INPUT RECORDS
====

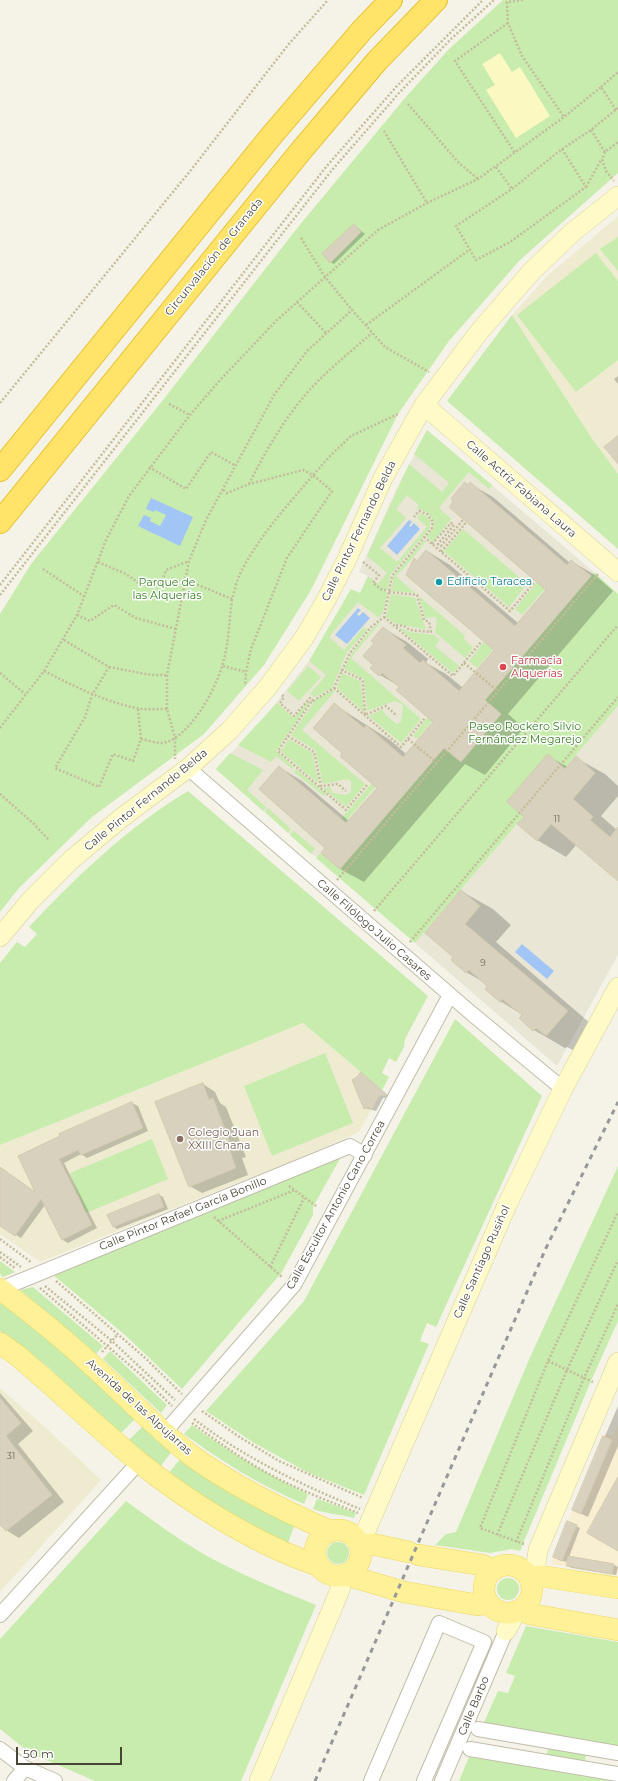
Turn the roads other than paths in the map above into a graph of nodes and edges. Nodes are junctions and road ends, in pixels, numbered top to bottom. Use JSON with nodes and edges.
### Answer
{"nodes":[{"id":1,"x":391,"y":0,"type":"edge"},
{"id":2,"x":436,"y":0,"type":"edge"},
{"id":3,"x":616,"y":188,"type":"edge"},
{"id":4,"x":424,"y":405,"type":"junction"},
{"id":5,"x":0,"y":470,"type":"edge"},
{"id":6,"x":0,"y":522,"type":"edge"},
{"id":7,"x":618,"y":572,"type":"edge"},
{"id":8,"x":183,"y":766,"type":"junction"},
{"id":9,"x":0,"y":937,"type":"edge"},
{"id":10,"x":618,"y":986,"type":"edge"},
{"id":11,"x":450,"y":995,"type":"junction"},
{"id":12,"x":563,"y":1089,"type":"junction"},
{"id":13,"x":365,"y":1155,"type":"junction"},
{"id":14,"x":0,"y":1289,"type":"edge"},
{"id":15,"x":0,"y":1343,"type":"edge"},
{"id":16,"x":618,"y":1362,"type":"edge"},
{"id":17,"x":164,"y":1433,"type":"junction"},
{"id":18,"x":139,"y":1462,"type":"junction"},
{"id":19,"x":330,"y":1531,"type":"junction"},
{"id":20,"x":359,"y":1544,"type":"junction"},
{"id":21,"x":317,"y":1565,"type":"junction"},
{"id":22,"x":493,"y":1570,"type":"junction"},
{"id":23,"x":526,"y":1573,"type":"junction"},
{"id":24,"x":343,"y":1576,"type":"junction"},
{"id":25,"x":618,"y":1588,"type":"edge"},
{"id":26,"x":506,"y":1614,"type":"junction"},
{"id":27,"x":0,"y":1615,"type":"edge"},
{"id":28,"x":618,"y":1630,"type":"edge"},
{"id":29,"x":478,"y":1729,"type":"dead end"},
{"id":30,"x":0,"y":1749,"type":"edge"},
{"id":31,"x":470,"y":1749,"type":"dead end"},
{"id":32,"x":618,"y":1753,"type":"edge"},
{"id":33,"x":25,"y":1768,"type":"junction"},
{"id":34,"x":618,"y":1774,"type":"edge"},
{"id":35,"x":14,"y":1781,"type":"edge"},
{"id":36,"x":55,"y":1781,"type":"edge"},
{"id":37,"x":259,"y":1781,"type":"edge"},
{"id":38,"x":371,"y":1781,"type":"edge"},
{"id":39,"x":424,"y":1781,"type":"edge"},
{"id":40,"x":442,"y":1781,"type":"edge"}],
"edges":[{"from":1,"to":5,"type":"highway"},
{"from":2,"to":6,"type":"highway","name":"Circunvalación de Granada"},
{"from":3,"to":4,"type":"street","name":"Calle Pintor Fernando Belda"},
{"from":4,"to":7,"type":"street","name":"Calle Actriz Fabiana Laura"},
{"from":4,"to":8,"type":"street","name":"Calle Pintor Fernando Belda"},
{"from":8,"to":9,"type":"street","name":"Calle Pintor Fernando Belda"},
{"from":8,"to":11,"type":"street","name":"Calle Filólogo Julio Casares"},
{"from":10,"to":12,"type":"street","name":"Calle Santiago Rusiñol"},
{"from":11,"to":12,"type":"street","name":"Calle Filólogo Julio Casares"},
{"from":11,"to":13,"type":"street","name":"Calle Escultor Antonio Cano Correa"},
{"from":12,"to":20,"type":"street","name":"Calle Santiago Rusiñol"},
{"from":13,"to":14,"type":"street","name":"Calle Pintor Rafael García Bonillo"},
{"from":13,"to":17,"type":"street","name":"Calle Escultor Antonio Cano Correa"},
{"from":14,"to":17,"type":"main road","name":"Avenida de las Alpujarras"},
{"from":15,"to":18,"type":"main road"},
{"from":16,"to":23,"type":"street"},
{"from":17,"to":19,"type":"main road","name":"Avenida de las Alpujarras"},
{"from":18,"to":21,"type":"main road"},
{"from":18,"to":27,"type":"street"},
{"from":19,"to":20,"type":"main road"},
{"from":19,"to":21,"type":"main road"},
{"from":20,"to":22,"type":"main road"},
{"from":20,"to":24,"type":"main road"},
{"from":21,"to":24,"type":"main road"},
{"from":22,"to":23,"type":"main road"},
{"from":22,"to":26,"type":"main road"},
{"from":23,"to":25,"type":"main road"},
{"from":23,"to":26,"type":"main road"},
{"from":24,"to":26,"type":"main road"},
{"from":24,"to":37,"type":"street"},
{"from":26,"to":28,"type":"main road"},
{"from":26,"to":40,"type":"street","name":"Calle Barbo"},
{"from":29,"to":32,"type":"street"},
{"from":30,"to":33,"type":"street"},
{"from":31,"to":34,"type":"street"},
{"from":33,"to":35,"type":"street"},
{"from":33,"to":36,"type":"street"},
{"from":38,"to":39,"type":"street"}]}
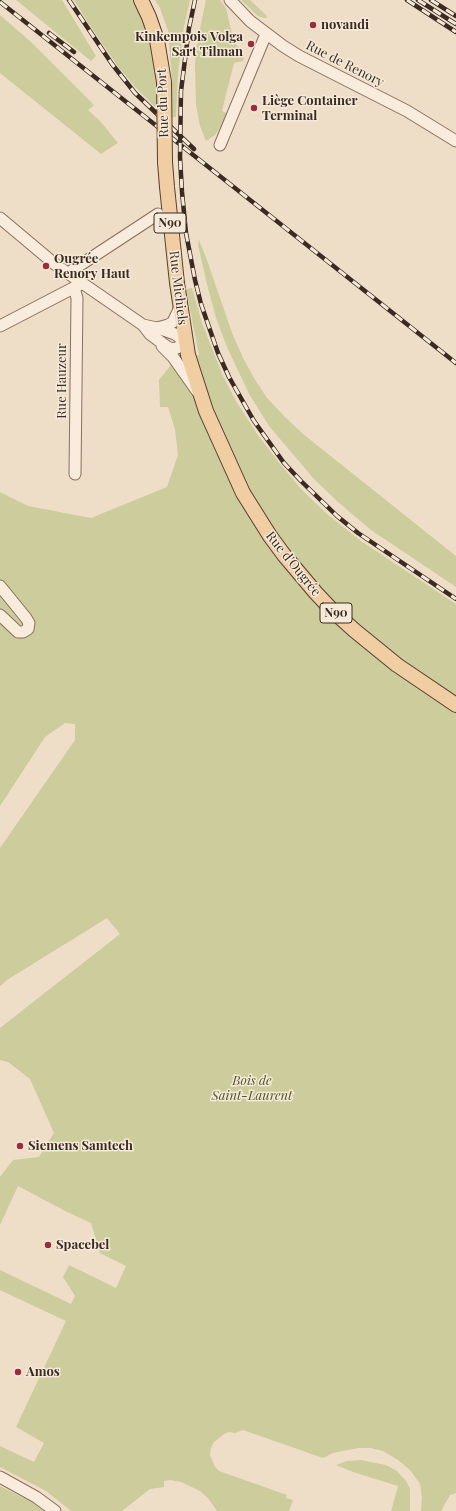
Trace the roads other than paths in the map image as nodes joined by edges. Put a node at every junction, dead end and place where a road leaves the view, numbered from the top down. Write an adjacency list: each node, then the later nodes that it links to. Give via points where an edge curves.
1 (141, 0): 6 (main road, Rue du Port / N90, bridge, via 157,40 164,82)
2 (230, 0): 3 (street, Rue de Renory)
3 (266, 34): 4 (street, Rue de Renory, via 299,56 407,111); 5 (street)
4 (456, 141)
5 (220, 145)
6 (165, 162): 11 (main road, Rue Michiels / N90)
7 (158, 214): 9 (street)
8 (0, 218): 9 (street, Rue d'Ougrée)
9 (68, 273): 10 (street, Rue d'Ougrée)
10 (78, 286): 12 (street, Rue d'Ougrée); 13 (street); 18 (street, Rue Hauzeur)
11 (180, 307): 14 (street, via 173,322); 15 (main road, Rue Michiels / N90)
12 (143, 324): 14 (street, Rue d'Ougrée); 16 (street, Rue d'Ougrée)
13 (0, 326)
14 (158, 328): 15 (street, Rue d'Ougrée, via 175,334)
15 (185, 342): 16 (street, via 182,346 172,349); 17 (main road, Rue d'Ougrée / N90)
16 (159, 343): 17 (street, Rue d'Ougrée, via 173,357)
17 (201, 396): 21 (main road, Rue d'Ougrée / N90, via 244,493 270,536 299,574 332,610 370,644)
18 (75, 474)
19 (0, 586): 20 (street, via 26,618 28,628 18,632)
20 (0, 615)
21 (456, 705)
22 (0, 1477): 23 (street)
23 (55, 1511)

====

TO DO
Pull every line with the word "Renory" from the data.

EXERCISE RESULT
2 (230, 0): 3 (street, Rue de Renory)
3 (266, 34): 4 (street, Rue de Renory, via 299,56 407,111); 5 (street)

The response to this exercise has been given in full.